Hedge funds turned bearish on agricultural futures and options at a record pace, in a late-2017 selling spree which extended across commodities, and provoked some talk of spurring price recoveries.
Official data for the week to last Tuesday showed “heavy speculative selling across the commodity asset class going into year-end”, Societe Generale noted, flagging “significant selling activity” on a range of contracts, including gold among precious metals, and platinum among industrials.
However, agricultural commodities suffered in particular from the selling splurge, with sales in the top 13-US-traded contracts exceeding purchases by 252,418 lots – comfortably the biggest shift bearish in positioning on data going back to 2006.
The spree set a series of records within the complex, including the biggest-ever sales of Chicago wheat and New York raw sugar futures and options in a single week, and a record net short set in arabica coffee.
In the livestock complex, selling was less extreme, although live cattle suffered its biggest selldown since July 2015.
‘Hard to explain’
Commentators struggled to explain the spark for the selldown, which was accompanied by an increase in open interest in ags – ie the number of live contracts – in a time of year which often sees declines, as investors tidy-up positions ahead of the holiday period.
Rabobank, noting a “very bearish week across commodities”, said that the bearish lunge was “hard to explain on fundamentals alone”.
It flagged the “closure of a prominent soft commodity hedge fund” during the week, with the announcement of the shutdown of Armajaro Asset Management’s CC+ fund, which specialised mostly coffee and cocoa.
The closure of the fund - which was run by Anthony Ward, who earned himself nickname “Chocfinger” for his large bets on the cocoa market - was the latest in a series of exits from the sector, which saw shutdowns exceed launches this year for the first time on records going back to 2000, according to the Wall Street Journal.
There were eight new commodity hedge funds launched compared with 130 in 2011, the newspaper said.
"At some point, owning physical assets instead of equity paper or bitcoin will become in vogue again, but that day is not today," said Tregg Cronin at Halo Commodity Company.
‘Selling was huge’
In raw sugar, in which hedge funds turned net short at a record rate of 82,966 contracts over the week, Marex Spectron likened the selldown to a “sudden storm coming out of a dull grey sky”.
A rise in open interest in raw sugar futures of nearly 62,000 lots over the week, the largest in 18 months, suggested that algorithmic funds were behind the selling.
“It seems clear that… this week saw system funds selling to trade and consumers,” the London-based trading house said.
“Those funds were presumably mainly ‘momentum’ funds, ie followers of short-term trends. And their selling was huge”.

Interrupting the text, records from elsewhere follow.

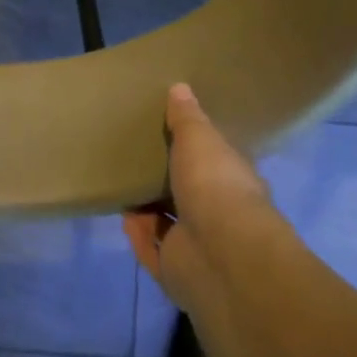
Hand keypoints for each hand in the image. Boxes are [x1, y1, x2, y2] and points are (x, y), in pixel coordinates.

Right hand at [123, 84, 282, 313]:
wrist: (219, 253)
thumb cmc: (215, 185)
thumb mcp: (199, 139)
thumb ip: (186, 118)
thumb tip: (180, 87)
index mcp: (233, 181)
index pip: (216, 162)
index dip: (198, 150)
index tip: (173, 134)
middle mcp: (220, 214)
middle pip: (190, 194)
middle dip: (168, 180)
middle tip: (139, 158)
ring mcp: (198, 245)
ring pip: (169, 223)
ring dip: (149, 208)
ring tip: (124, 184)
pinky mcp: (175, 269)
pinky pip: (151, 248)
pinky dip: (138, 233)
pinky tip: (123, 214)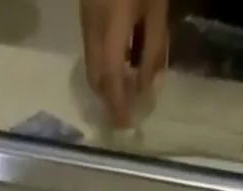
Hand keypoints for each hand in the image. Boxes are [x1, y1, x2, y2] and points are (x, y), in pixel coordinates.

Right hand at [82, 0, 168, 127]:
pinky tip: (121, 61)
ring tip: (126, 88)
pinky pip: (92, 49)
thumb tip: (148, 88)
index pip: (110, 79)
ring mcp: (85, 20)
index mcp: (111, 28)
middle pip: (95, 78)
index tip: (126, 126)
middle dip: (109, 99)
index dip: (117, 106)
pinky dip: (104, 64)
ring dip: (106, 83)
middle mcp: (92, 29)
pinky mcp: (85, 11)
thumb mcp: (156, 7)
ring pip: (91, 65)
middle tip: (126, 111)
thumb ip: (153, 49)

“They seem to have been selling in similar, if less violent, fashion in coffee and cocoa.”
Softs vs livestock
The selling contrasted with net buying the previous week, of some 84,000 contracts, which had returned the managed money position in agricultural commodities – temporarily – to a net long.
But that most bullish shift in positioning was not, largely, rewarded in price terms, with the Bcom agricultural commodity subindex setting a series of record lows last week.
The latest selling left hedge funds with a net short of 169,962 lots in the top US-traded contracts as of last Tuesday, a large although not unprecedented extent of bearish betting, with
the record, of some 318,000 contracts, set in March last year.
However, the overall figure disguised a record net short, of 109,277 lots, in soft commodities, while hedge funds retained a substantial net long, of 171,346 contracts, in livestock.
‘Leaning too short’
The extent of selling among soft commodities, except cotton, and, among grains provoked ideas that prices could be poised for a recovery, as hedge funds are tempted to close short bets and take profits ahead of year end, and before rivals do.
Societe Generale termed Chicago corn, and both Chicago and Kansas City wheat contracts, as “oversold” and “vulnerable to short-covering”, a rating it applied to New York raw sugar and arabica coffee too.
US broker Benson Quinn Commodities said that in grain markets, the CFTC data “should offer support” to prices early this week.
Corn “should be ripe for some modest short-covering”, while adding that for both Chicago and Kansas City wheat “considering that funds added these shorts near contract lows, I believe they are leaning too short”.
‘Lesson of 2017’
Allendale said that “grain markets are technically oversold which suggests a short-covering rally could happen at any time”.
Meanwhile, referring to raw sugar, Marex Spectron said that “we may see a bounce” due to the extent of the net short in the sweetener, although adding that a “lesson of this year is that the funds can stay with a position for much longer than we used to expect”.